----- Task data

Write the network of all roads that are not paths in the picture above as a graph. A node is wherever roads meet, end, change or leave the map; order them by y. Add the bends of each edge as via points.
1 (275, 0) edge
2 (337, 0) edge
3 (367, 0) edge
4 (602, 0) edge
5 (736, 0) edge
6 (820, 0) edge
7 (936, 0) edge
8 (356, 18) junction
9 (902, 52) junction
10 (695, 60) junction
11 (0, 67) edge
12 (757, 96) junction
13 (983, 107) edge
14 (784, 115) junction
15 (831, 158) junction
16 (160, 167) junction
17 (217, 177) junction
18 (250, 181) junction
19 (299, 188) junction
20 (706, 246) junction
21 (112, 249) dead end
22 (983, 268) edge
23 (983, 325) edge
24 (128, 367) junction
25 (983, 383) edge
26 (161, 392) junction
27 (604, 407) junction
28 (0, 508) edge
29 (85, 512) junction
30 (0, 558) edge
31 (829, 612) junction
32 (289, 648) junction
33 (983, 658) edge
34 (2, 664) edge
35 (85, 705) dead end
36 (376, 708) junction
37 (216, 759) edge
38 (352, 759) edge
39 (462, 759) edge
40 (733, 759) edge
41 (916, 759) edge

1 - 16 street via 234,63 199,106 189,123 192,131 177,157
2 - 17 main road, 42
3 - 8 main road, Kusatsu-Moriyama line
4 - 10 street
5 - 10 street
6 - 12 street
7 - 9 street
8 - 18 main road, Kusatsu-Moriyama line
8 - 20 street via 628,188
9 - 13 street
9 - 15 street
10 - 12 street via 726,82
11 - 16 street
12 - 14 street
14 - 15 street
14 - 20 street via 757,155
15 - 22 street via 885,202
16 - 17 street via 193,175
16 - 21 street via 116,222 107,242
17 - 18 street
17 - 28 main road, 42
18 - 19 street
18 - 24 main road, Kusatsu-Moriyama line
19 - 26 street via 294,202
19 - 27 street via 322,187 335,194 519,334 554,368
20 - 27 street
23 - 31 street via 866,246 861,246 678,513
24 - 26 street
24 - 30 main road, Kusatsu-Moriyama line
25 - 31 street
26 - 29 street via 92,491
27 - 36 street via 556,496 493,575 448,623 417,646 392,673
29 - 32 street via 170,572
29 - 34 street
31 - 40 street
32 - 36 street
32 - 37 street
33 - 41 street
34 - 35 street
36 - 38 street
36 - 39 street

----------

Task description => Filter these records, keeping every line where the word "Moriyama" occurs.

Reply =>
3 - 8 main road, Kusatsu-Moriyama line
8 - 18 main road, Kusatsu-Moriyama line
18 - 24 main road, Kusatsu-Moriyama line
24 - 30 main road, Kusatsu-Moriyama line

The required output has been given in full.